Boosting Deep Open World Recognition by Clustering
- URL: http://arxiv.org/abs/2004.13849v2
- Date: Mon, 30 Nov 2020 09:35:37 GMT
- Title: Boosting Deep Open World Recognition by Clustering
- Authors: Dario Fontanel, Fabio Cermelli, Massimiliano Mancini, Samuel Rota
Bul\`o, Elisa Ricci, Barbara Caputo
- Abstract summary: We show how we can boost the performance of deep open world recognition algorithms by means of a new loss formulation.
We propose a strategy to learn class-specific rejection thresholds, instead of estimating a single global threshold.

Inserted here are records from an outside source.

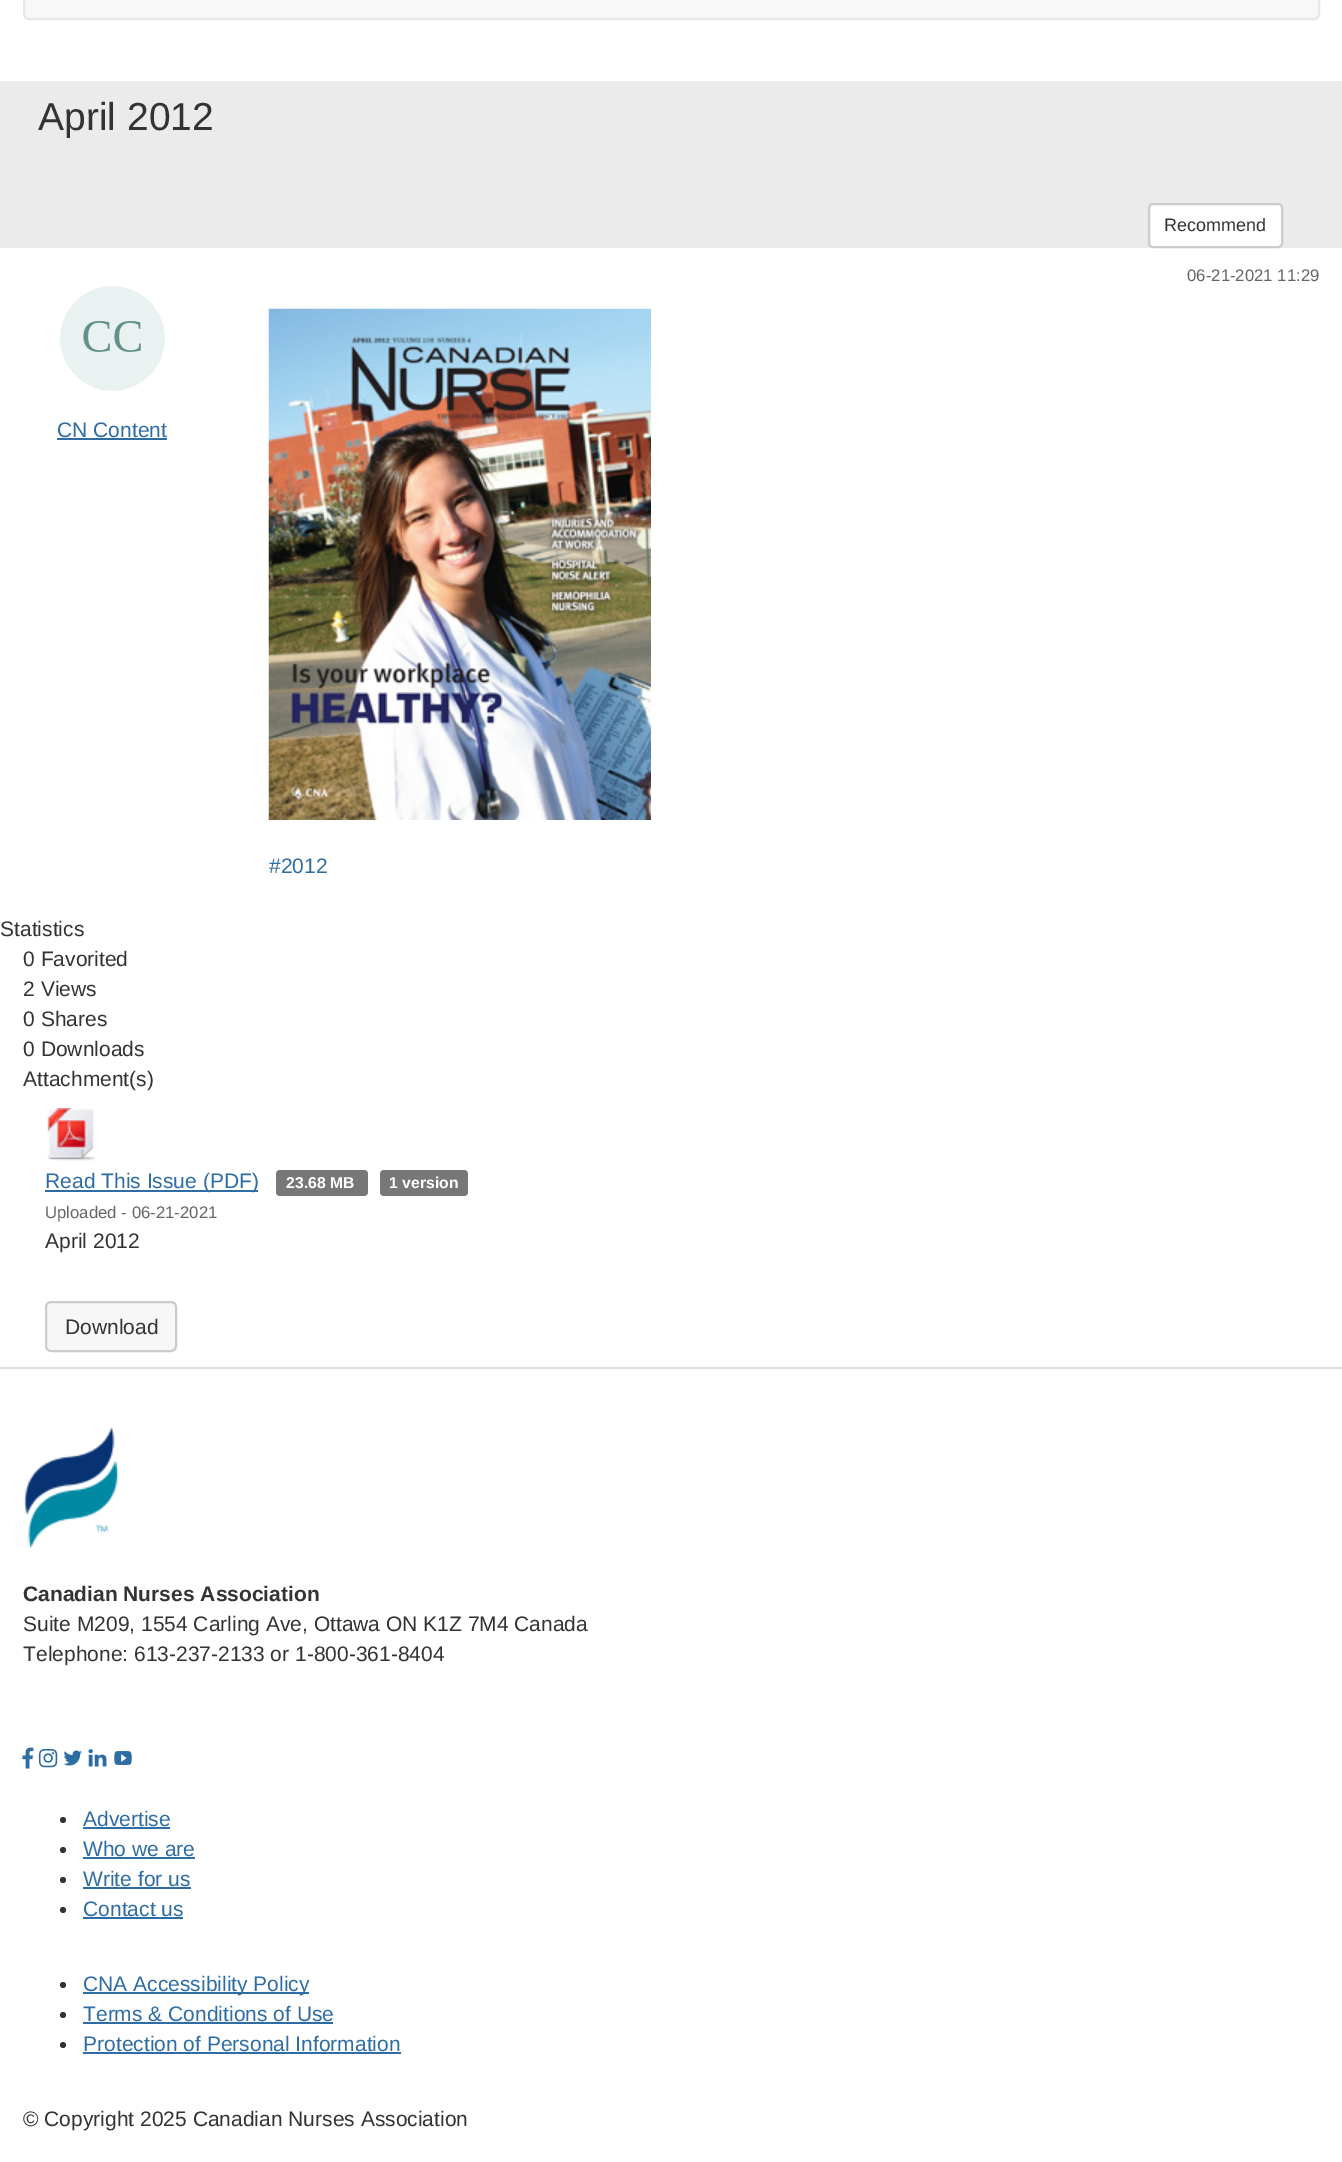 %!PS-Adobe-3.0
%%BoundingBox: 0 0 1342 2162
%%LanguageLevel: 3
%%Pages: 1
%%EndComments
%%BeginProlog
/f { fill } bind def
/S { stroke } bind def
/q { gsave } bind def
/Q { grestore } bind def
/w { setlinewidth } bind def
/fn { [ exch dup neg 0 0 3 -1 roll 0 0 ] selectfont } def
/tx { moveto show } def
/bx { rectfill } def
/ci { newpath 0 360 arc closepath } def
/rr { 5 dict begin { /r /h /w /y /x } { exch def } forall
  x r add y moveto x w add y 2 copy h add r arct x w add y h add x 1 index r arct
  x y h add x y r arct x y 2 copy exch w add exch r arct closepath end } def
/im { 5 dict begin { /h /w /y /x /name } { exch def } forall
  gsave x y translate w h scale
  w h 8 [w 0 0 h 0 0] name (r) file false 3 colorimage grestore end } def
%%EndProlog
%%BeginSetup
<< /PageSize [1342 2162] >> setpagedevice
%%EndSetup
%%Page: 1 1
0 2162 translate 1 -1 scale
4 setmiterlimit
1 setgray
0 0 1342 2162 bx
0.973 setgray
24 -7 1295 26 5 rr q f Q
0.906 setgray
2 w
S
0.922 setgray
0 81 1342 167 bx
/LiberationSans-Regular 39 fn
0.2 setgray
(April 2012) 38 130 tx
1 setgray
1149 204 133 43 4 rr q f Q
0.8 setgray
S
/LiberationSans-Regular 18 fn
0.2 setgray
(Recommend) 1164 231 tx
/LiberationSans-Regular 16.75 fn
0.4 setgray
(06-21-2021 11:29) 1187 281 tx
(image0.raw) 60 286 105 105 im
/LiberationSans-Regular 21 fn
0.18 0.427 0.643 setrgbcolor
(CN Content) 57 437 tx
57 438 110 2 bx
(image1.raw) 268 308 383 512 im
(#2012) 269 873 tx
0.2 setgray
(Statistics) 0 936 tx
(0 Favorited) 23 966 tx
(2 Views) 23 996 tx
(0 Shares) 23 1026 tx
(0 Downloads) 23 1056 tx
(Attachment\(s\)) 23 1086 tx
0.867 setgray
0 1367 1342 2 bx
(image2.raw) 47 1108 49 53 im
0.18 0.427 0.643 setrgbcolor
45 1190 213 2 bx
(Read This Issue \(PDF\)) 45 1188 tx
0.467 setgray
276 1170 92 26 4 rr f
/LiberationSans-Bold 15.75 fn
1 setgray
(23.68 MB) 286 1188 tx
0.467 setgray
380 1170 88 26 4 rr f
1 setgray
(1 version) 389 1188 tx
/LiberationSans-Regular 16.75 fn
0.4 setgray
(Uploaded - 06-21-2021) 45 1218 tx
/LiberationSans-Regular 21 fn
0.2 setgray
(April 2012) 45 1248 tx
0.969 setgray
46 1302 130 49 5 rr q f Q
0.8 setgray
S
0.2 setgray
(Download) 65 1334 tx
(image3.raw) 24 1427 95 121 im
/LiberationSans-Bold 21 fn
(Canadian Nurses Association) 23 1601 tx
/LiberationSans-Regular 21 fn
(Suite M209, 1554 Carling Ave, Ottawa ON K1Z 7M4 Canada) 23 1631 tx
(Telephone: 613-237-2133 or 1-800-361-8404) 23 1661 tx
(image4.raw) 22 1747 12 22 im
(image5.raw) 38 1748 20 20 im
(image6.raw) 63 1750 19 16 im
(image7.raw) 88 1749 19 18 im
(image8.raw) 114 1751 18 14 im
63 1820 3 ci f
0.18 0.427 0.643 setrgbcolor
(Advertise) 83 1826 tx
83 1827 87 2 bx
0.2 setgray
63 1850 3 ci f
0.18 0.427 0.643 setrgbcolor
(Who we are) 83 1856 tx
83 1857 112 2 bx
0.2 setgray
63 1880 3 ci f
0.18 0.427 0.643 setrgbcolor
(Write for us) 83 1886 tx
83 1887 108 2 bx
0.2 setgray
63 1910 3 ci f
0.18 0.427 0.643 setrgbcolor
(Contact us) 83 1916 tx
83 1917 100 2 bx
0.2 setgray
63 1985 3 ci f
0.18 0.427 0.643 setrgbcolor
83 1992 226 2 bx
(CNA Accessibility Policy) 83 1991 tx
0.2 setgray
63 2015 3 ci f
0.18 0.427 0.643 setrgbcolor
(Terms & Conditions of Use) 83 2021 tx
83 2022 250 2 bx
0.2 setgray
63 2045 3 ci f
0.18 0.427 0.643 setrgbcolor
(Protection of Personal Information) 83 2051 tx
83 2052 318 2 bx
0.2 setgray
(© Copyright 2025 Canadian Nurses Association) 23 2126 tx
showpage
%%EOF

Experiments on RGB-D Object and Core50 show the effectiveness of our approach.
- Score: 37.5993398894786
- License: http://arxiv.org/licenses/nonexclusive-distrib/1.0/
- Abstract: While convolutional neural networks have brought significant advances in
robot vision, their ability is often limited to closed world scenarios, where
the number of semantic concepts to be recognized is determined by the available
training set. Since it is practically impossible to capture all possible
semantic concepts present in the real world in a single training set, we need
to break the closed world assumption, equipping our robot with the capability
to act in an open world. To provide such ability, a robot vision system should
be able to (i) identify whether an instance does not belong to the set of known
categories (i.e. open set recognition), and (ii) extend its knowledge to learn
new classes over time (i.e. incremental learning). In this work, we show how we
can boost the performance of deep open world recognition algorithms by means of
a new loss formulation enforcing a global to local clustering of class-specific
features. In particular, a first loss term, i.e. global clustering, forces the
network to map samples closer to the class centroid they belong to while the
second one, local clustering, shapes the representation space in such a way
that samples of the same class get closer in the representation space while
pushing away neighbours belonging to other classes. Moreover, we propose a
strategy to learn class-specific rejection thresholds, instead of heuristically
estimating a single global threshold, as in previous works. Experiments on
RGB-D Object and Core50 datasets show the effectiveness of our approach.